### Exercise directions
From the listing below, pick out each line with the word "paths".
Source material section start
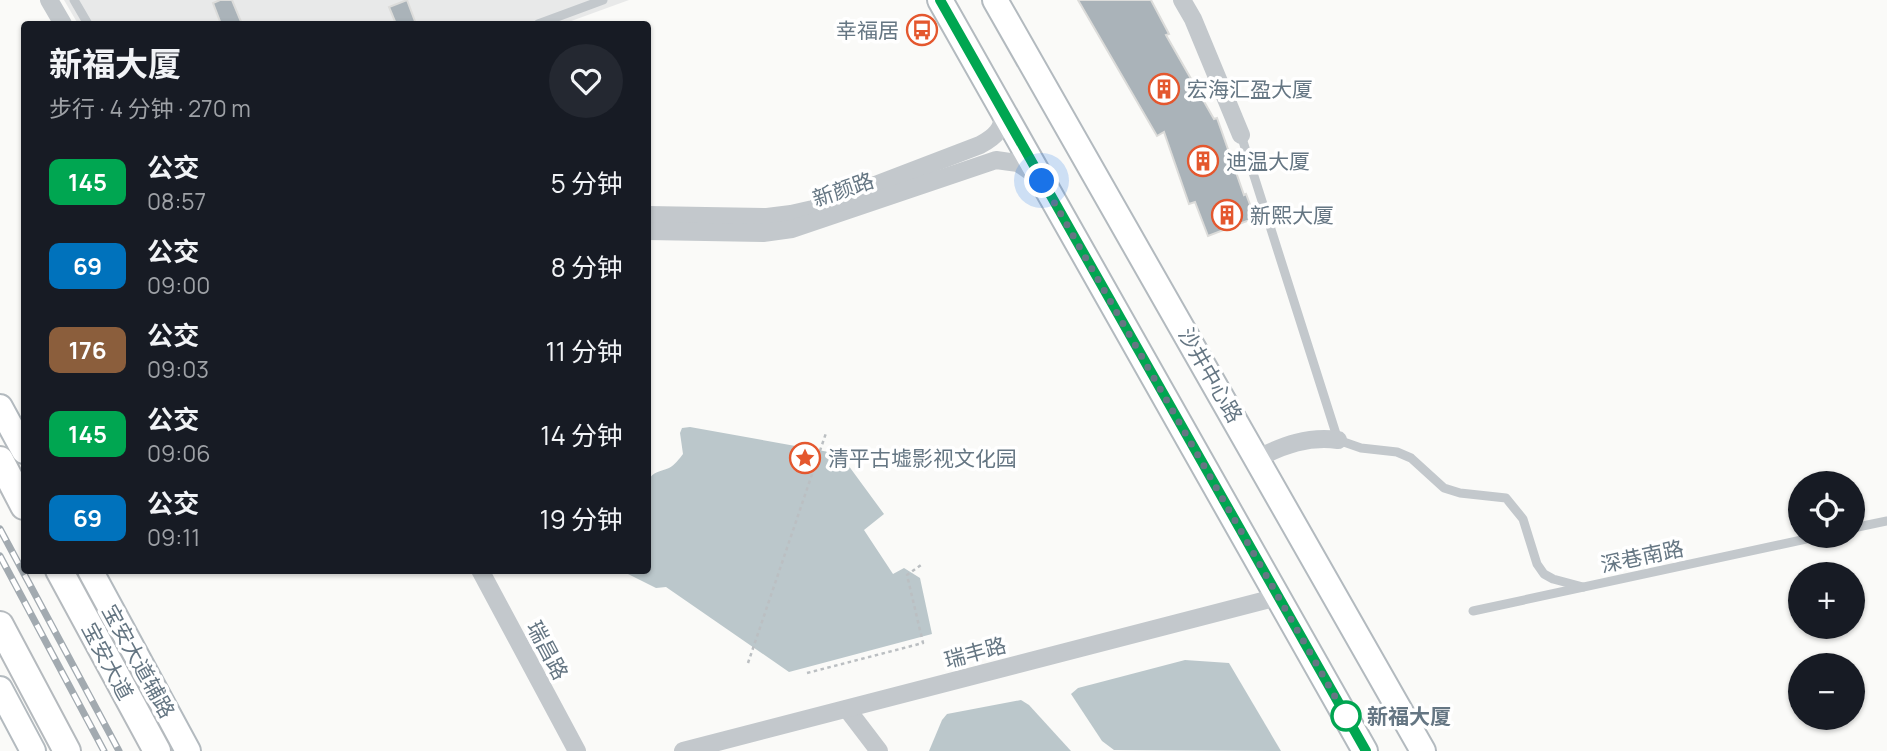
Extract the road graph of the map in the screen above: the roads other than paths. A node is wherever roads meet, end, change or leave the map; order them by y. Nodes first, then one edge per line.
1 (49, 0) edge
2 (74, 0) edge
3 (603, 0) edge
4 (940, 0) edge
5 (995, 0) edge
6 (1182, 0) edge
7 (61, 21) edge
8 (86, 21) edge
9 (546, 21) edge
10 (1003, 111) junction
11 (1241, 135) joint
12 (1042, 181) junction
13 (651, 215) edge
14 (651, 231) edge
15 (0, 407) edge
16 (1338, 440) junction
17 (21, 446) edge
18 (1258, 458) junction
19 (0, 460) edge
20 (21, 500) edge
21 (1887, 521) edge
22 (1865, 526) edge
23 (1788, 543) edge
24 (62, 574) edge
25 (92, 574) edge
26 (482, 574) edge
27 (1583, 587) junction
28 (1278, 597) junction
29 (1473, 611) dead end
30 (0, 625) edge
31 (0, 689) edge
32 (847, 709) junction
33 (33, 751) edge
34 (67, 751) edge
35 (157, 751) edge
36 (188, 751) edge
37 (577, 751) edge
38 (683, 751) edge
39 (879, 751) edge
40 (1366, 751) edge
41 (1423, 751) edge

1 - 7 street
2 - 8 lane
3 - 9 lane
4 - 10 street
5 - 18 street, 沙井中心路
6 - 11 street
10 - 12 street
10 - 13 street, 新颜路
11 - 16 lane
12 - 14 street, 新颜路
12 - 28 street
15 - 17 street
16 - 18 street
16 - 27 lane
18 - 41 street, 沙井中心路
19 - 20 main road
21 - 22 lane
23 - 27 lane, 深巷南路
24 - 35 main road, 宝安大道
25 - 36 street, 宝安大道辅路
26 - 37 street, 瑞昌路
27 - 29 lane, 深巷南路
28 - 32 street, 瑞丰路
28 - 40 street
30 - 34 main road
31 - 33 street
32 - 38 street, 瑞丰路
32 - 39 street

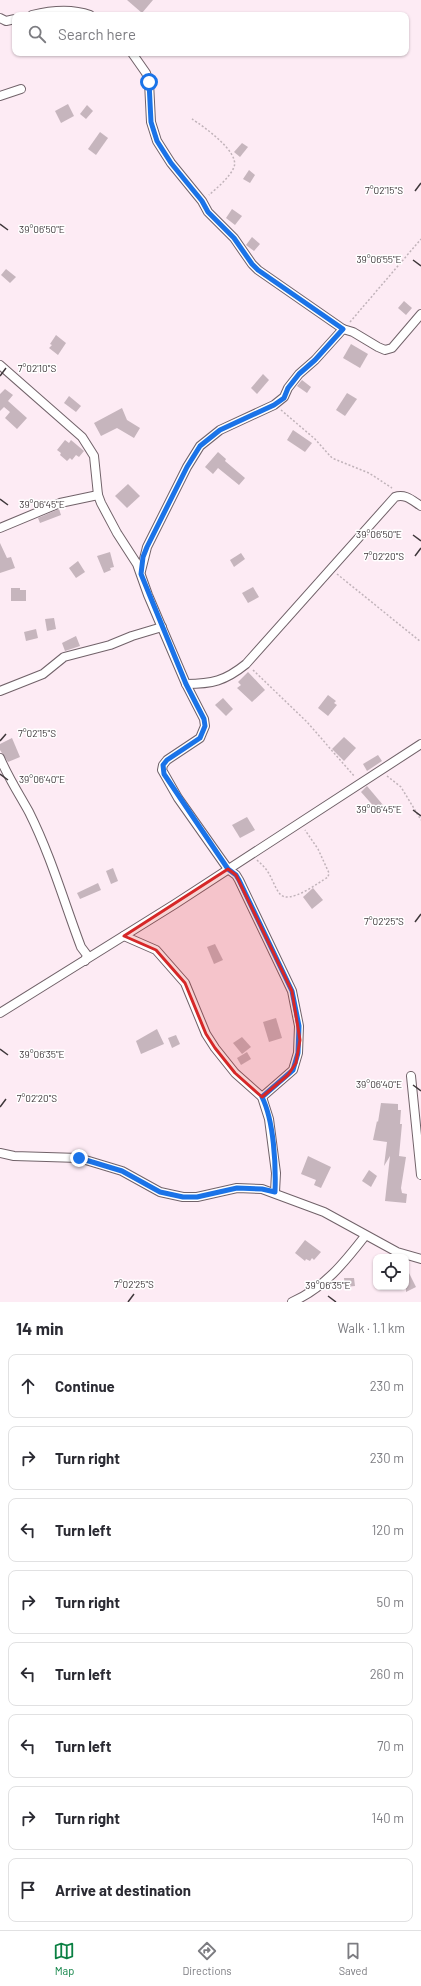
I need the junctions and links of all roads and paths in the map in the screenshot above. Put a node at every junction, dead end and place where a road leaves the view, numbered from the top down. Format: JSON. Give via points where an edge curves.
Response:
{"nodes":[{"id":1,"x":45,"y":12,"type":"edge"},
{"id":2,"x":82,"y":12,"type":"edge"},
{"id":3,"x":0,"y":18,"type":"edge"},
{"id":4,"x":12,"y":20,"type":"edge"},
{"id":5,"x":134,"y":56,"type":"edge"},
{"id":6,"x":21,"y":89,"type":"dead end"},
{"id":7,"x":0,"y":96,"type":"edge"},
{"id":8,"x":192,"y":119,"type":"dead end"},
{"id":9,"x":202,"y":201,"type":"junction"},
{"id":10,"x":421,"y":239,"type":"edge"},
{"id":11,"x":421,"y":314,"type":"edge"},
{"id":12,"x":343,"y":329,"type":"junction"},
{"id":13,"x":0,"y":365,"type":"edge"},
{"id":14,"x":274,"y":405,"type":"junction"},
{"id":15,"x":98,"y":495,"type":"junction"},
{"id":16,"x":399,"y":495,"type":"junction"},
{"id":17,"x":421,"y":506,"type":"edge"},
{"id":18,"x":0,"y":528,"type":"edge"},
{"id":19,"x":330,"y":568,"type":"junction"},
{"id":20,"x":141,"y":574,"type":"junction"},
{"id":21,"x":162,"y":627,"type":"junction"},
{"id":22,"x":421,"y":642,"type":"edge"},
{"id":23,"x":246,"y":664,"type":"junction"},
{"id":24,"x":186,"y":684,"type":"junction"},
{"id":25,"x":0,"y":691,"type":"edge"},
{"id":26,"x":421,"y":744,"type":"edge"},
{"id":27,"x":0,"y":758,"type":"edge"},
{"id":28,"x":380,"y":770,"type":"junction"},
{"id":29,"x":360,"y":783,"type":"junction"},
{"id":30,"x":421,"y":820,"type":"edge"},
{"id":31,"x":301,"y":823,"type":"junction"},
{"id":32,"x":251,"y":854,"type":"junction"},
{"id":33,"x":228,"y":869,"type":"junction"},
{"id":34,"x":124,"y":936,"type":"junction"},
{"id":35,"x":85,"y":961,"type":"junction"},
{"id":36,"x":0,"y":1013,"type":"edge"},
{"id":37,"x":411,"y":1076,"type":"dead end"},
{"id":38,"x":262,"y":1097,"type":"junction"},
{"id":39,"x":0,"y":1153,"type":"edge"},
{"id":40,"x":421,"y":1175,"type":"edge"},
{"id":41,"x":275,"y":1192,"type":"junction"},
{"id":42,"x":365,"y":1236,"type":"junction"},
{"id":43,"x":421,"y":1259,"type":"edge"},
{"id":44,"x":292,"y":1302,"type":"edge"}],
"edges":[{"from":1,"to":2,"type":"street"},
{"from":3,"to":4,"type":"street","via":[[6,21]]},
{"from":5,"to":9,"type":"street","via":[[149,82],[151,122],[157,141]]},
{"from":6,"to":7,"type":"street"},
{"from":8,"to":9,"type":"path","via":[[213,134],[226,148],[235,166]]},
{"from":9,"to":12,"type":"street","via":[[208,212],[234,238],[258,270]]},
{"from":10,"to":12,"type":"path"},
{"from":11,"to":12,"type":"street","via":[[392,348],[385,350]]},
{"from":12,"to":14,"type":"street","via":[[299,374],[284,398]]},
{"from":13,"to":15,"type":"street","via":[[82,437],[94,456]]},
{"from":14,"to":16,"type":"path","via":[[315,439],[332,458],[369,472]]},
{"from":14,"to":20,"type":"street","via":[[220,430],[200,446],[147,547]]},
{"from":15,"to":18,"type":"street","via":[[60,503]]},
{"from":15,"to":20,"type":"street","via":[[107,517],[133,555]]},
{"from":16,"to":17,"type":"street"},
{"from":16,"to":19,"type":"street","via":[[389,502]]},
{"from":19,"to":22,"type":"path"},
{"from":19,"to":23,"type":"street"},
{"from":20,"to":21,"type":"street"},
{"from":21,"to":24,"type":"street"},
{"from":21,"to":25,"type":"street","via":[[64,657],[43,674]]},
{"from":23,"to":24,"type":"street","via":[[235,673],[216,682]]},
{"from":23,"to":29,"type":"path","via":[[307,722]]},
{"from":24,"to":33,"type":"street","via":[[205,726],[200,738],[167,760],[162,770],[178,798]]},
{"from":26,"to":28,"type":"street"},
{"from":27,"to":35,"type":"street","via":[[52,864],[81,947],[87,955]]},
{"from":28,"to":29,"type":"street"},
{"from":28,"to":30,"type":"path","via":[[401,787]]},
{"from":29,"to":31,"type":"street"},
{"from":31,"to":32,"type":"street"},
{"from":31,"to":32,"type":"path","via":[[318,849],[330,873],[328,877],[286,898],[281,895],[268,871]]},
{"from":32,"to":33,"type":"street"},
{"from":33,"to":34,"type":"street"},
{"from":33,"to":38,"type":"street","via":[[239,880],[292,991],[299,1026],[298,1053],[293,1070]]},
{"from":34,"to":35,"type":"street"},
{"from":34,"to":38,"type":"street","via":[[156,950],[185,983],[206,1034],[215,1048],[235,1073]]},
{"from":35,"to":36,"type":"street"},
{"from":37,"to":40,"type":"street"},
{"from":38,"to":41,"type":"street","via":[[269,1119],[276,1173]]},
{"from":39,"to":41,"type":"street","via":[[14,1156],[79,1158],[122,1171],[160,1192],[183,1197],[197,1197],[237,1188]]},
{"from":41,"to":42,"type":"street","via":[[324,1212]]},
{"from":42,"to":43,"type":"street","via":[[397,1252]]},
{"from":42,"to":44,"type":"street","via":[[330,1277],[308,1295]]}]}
Source material section end
### Reply
Extract the road graph of the map in the screen above: the roads other than paths. A node is wherever roads meet, end, change or leave the map; order them by y. Nodes first, then one edge per line.
I need the junctions and links of all roads and paths in the map in the screenshot above. Put a node at every junction, dead end and place where a road leaves the view, numbered from the top down. Format: JSON. Give via points where an edge curves.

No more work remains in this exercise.